• [What to produce]:
Across the entries below, how many lines have the word "where" in them? Respond with only the number.

• [Raw data]:
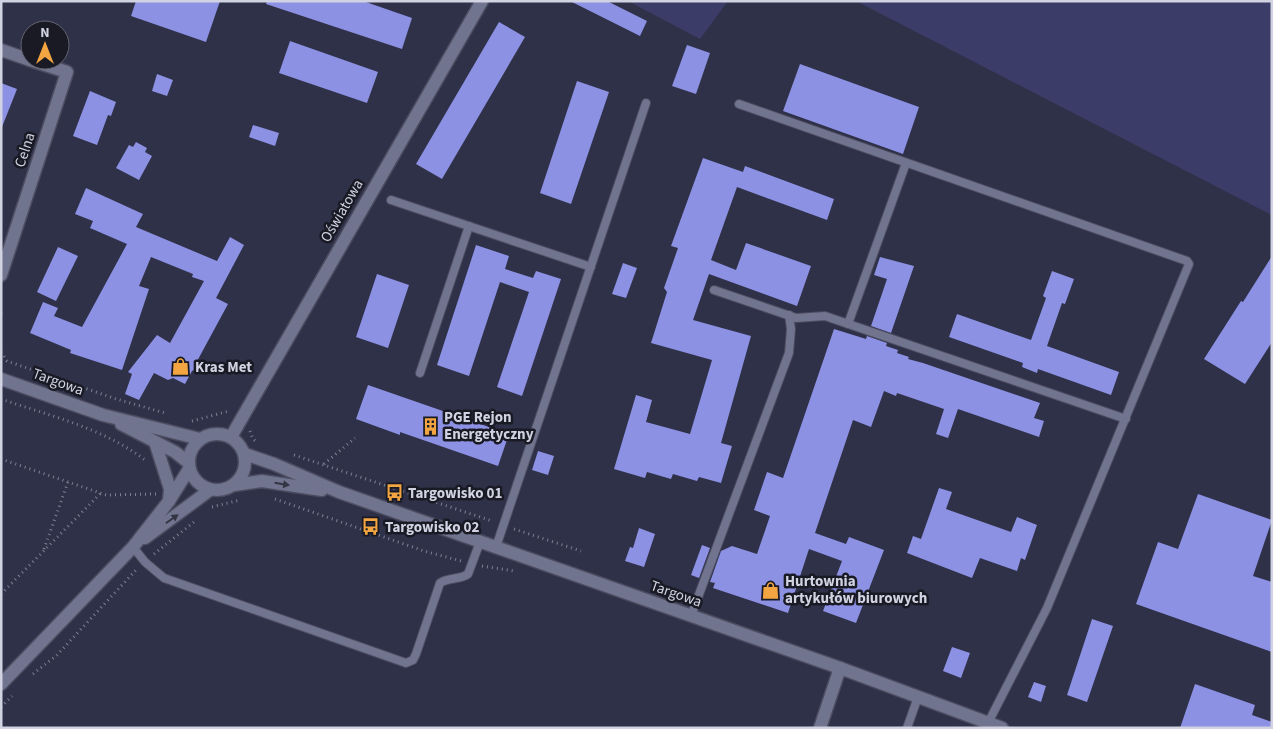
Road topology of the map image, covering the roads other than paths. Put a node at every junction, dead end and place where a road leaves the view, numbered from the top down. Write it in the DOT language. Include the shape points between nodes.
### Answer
graph roads {
  1 [pos="482,1"];
  2 [pos="1,50"];
  3 [pos="20,57"];
  4 [pos="61,70"];
  5 [pos="646,103"];
  6 [pos="739,104"];
  7 [pos="906,162"];
  8 [pos="391,200"];
  9 [pos="469,226"];
  10 [pos="590,267"];
  11 [pos="1,276"];
  12 [pos="714,290"];
  13 [pos="789,315"];
  14 [pos="848,324"];
  15 [pos="420,373"];
  16 [pos="1,379"];
  17 [pos="103,415"];
  18 [pos="1126,419"];
  19 [pos="231,437"];
  20 [pos="200,439"];
  21 [pos="155,442"];
  22 [pos="244,454"];
  23 [pos="189,466"];
  24 [pos="234,485"];
  25 [pos="210,490"];
  26 [pos="339,492"];
  27 [pos="169,501"];
  28 [pos="480,542"];
  29 [pos="133,547"];
  30 [pos="496,547"];
  31 [pos="691,616"];
  32 [pos="840,668"];
  33 [pos="1,684"];
  34 [pos="918,697"];
  35 [pos="988,723"];
  36 [pos="820,728"];
  37 [pos="907,728"];
  38 [pos="1002,728"];
  1 -- 19 [label="street, Oświatowa"];
  2 -- 3 [label="street, Celna"];
  4 -- 11 [label="street, Celna" via="67,72"];
  5 -- 10 [label="lane"];
  6 -- 7 [label="lane"];
  7 -- 14 [label="lane"];
  7 -- 18 [label="lane" via="1187,261 1188,267"];
  8 -- 9 [label="lane"];
  9 -- 10 [label="lane"];
  9 -- 15 [label="lane"];
  10 -- 30 [label="lane"];
  12 -- 13 [label="lane"];
  13 -- 14 [label="lane" via="796,318 825,316"];
  13 -- 31 [label="lane" via="789,353"];
  14 -- 18 [label="lane"];
  16 -- 17 [label="street, Targowa"];
  17 -- 20 [label="street, Targowa"];
  17 -- 21 [label="street, Targowa"];
  18 -- 35 [label="lane" via="1047,608"];
  19 -- 20 [label="street" via="215,434"];
  19 -- 22 [label="street"];
  20 -- 23 [label="street" via="191,450"];
  21 -- 23 [label="street, Targowa" via="175,452"];
  21 -- 27 [label="street" via="170,489"];
  22 -- 24 [label="street" via="245,468"];
  22 -- 26 [label="street, Targowa"];
  23 -- 25 [label="street" via="197,482"];
  23 -- 27 [label="street"];
  24 -- 25 [label="street" via="223,490"];
  24 -- 26 [label="street, Targowa, one-way" via="262,481"];
  29 -- 25 [label="street, one-way"];
  26 -- 28 [label="street, Targowa"];
  27 -- 29 [label="street"];
  28 -- 29 [label="lane" via="468,574 440,583 416,654 406,663 164,578"];
  28 -- 30 [label="street, Targowa"];
  29 -- 33 [label="street"];
  30 -- 31 [label="street, Targowa"];
  31 -- 32 [label="street, Targowa"];
  32 -- 34 [label="street, Targowa"];
  32 -- 36 [label="street"];
  34 -- 35 [label="street, Targowa"];
  34 -- 37 [label="lane"];
  35 -- 38 [label="street, Targowa"];
}
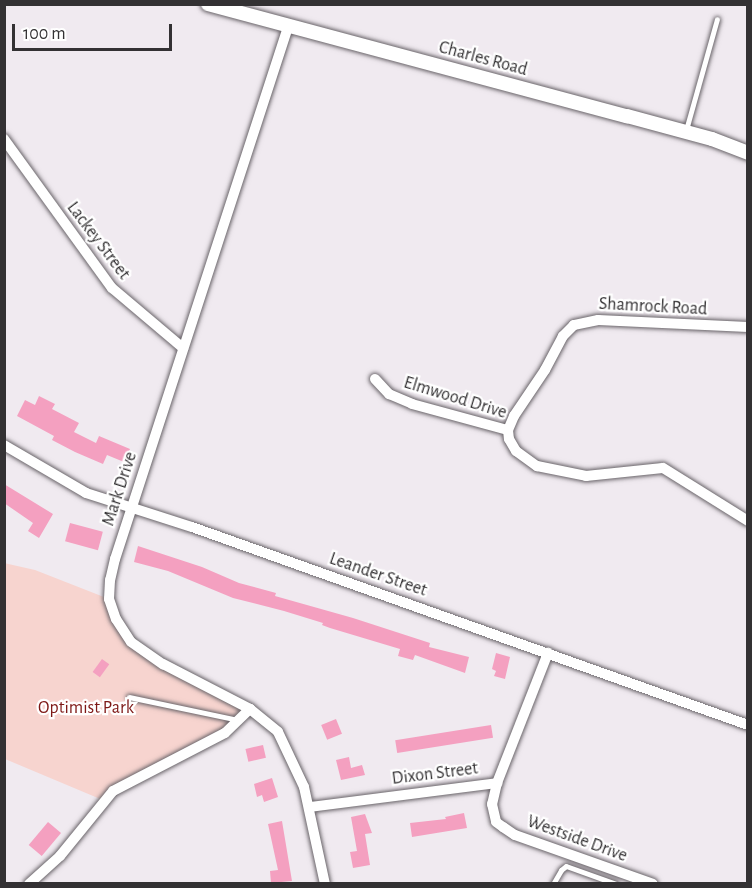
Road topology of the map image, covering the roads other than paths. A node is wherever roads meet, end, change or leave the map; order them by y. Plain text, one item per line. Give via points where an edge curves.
1 (208, 4) edge
2 (246, 10) edge
3 (717, 19) dead end
4 (288, 27) junction
5 (685, 132) junction
6 (4, 139) edge
7 (8, 151) edge
8 (747, 153) edge
9 (747, 327) edge
10 (183, 348) junction
11 (375, 379) dead end
12 (508, 430) junction
13 (4, 445) edge
14 (131, 509) junction
15 (747, 521) edge
16 (548, 653) junction
17 (129, 697) dead end
18 (250, 709) junction
19 (240, 721) junction
20 (747, 725) edge
21 (497, 783) junction
22 (310, 807) junction
23 (570, 854) junction
24 (566, 866) junction
25 (29, 884) edge
26 (325, 884) edge
27 (553, 884) edge
28 (616, 884) edge
29 (653, 884) edge

1 - 2 street, Charles Road
2 - 4 street, Charles Road
3 - 5 lane
4 - 5 street, Charles Road
4 - 10 street, Mark Drive
5 - 8 street, Charles Road
6 - 7 street, Lackey Street
7 - 10 street, Lackey Street via 112,288
9 - 12 street, Shamrock Road via 598,320 574,325 567,329
10 - 14 street, Mark Drive
11 - 12 street, Elmwood Drive via 390,394 412,404
12 - 15 street, Elmwood Drive via 516,451 537,466 586,476 663,468
13 - 14 street, Leander Street via 86,493
14 - 16 street, Leander Street
14 - 18 street, Mark Drive via 110,580 109,599 124,633 163,664
16 - 20 street, Leander Street
16 - 21 street, Dixon Street
17 - 19 lane
18 - 19 street
18 - 22 street, Mark Drive via 278,732 298,770
19 - 25 street via 225,733 113,791 60,856
21 - 22 street, Dixon Street
21 - 23 street, Westside Drive via 492,804 496,822 515,835
22 - 26 street, Mark Drive
23 - 24 lane
23 - 29 street, Westside Drive
24 - 27 lane
24 - 28 lane

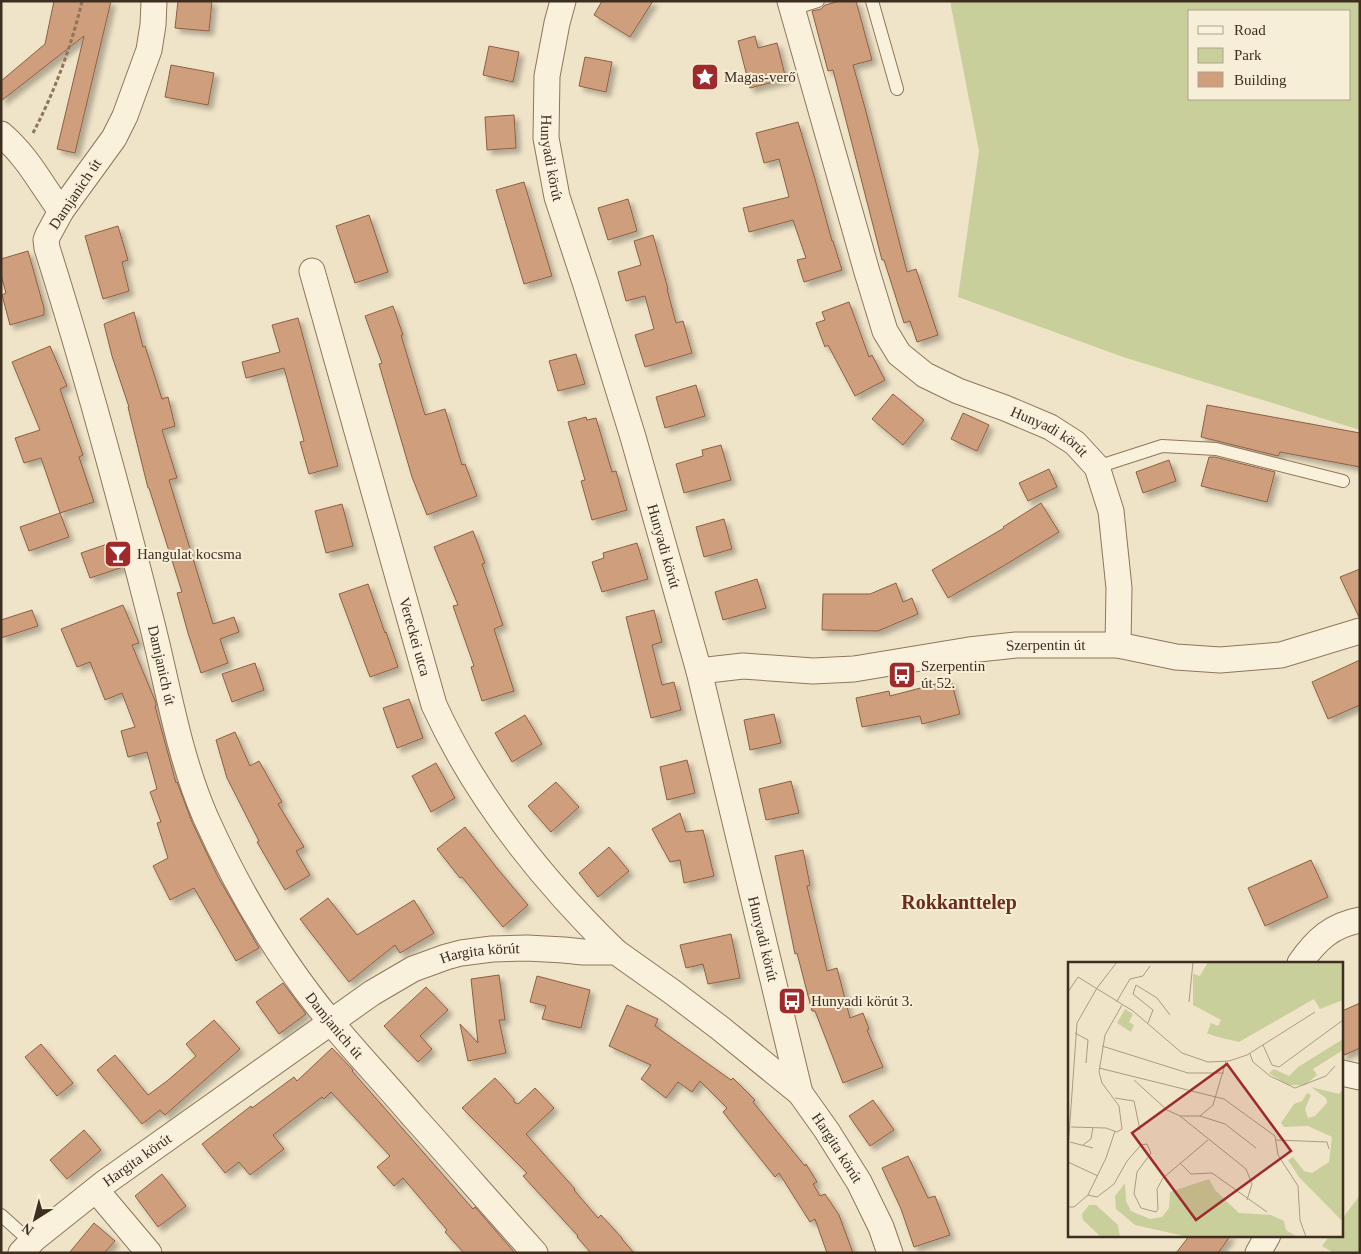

• [Task output]:
2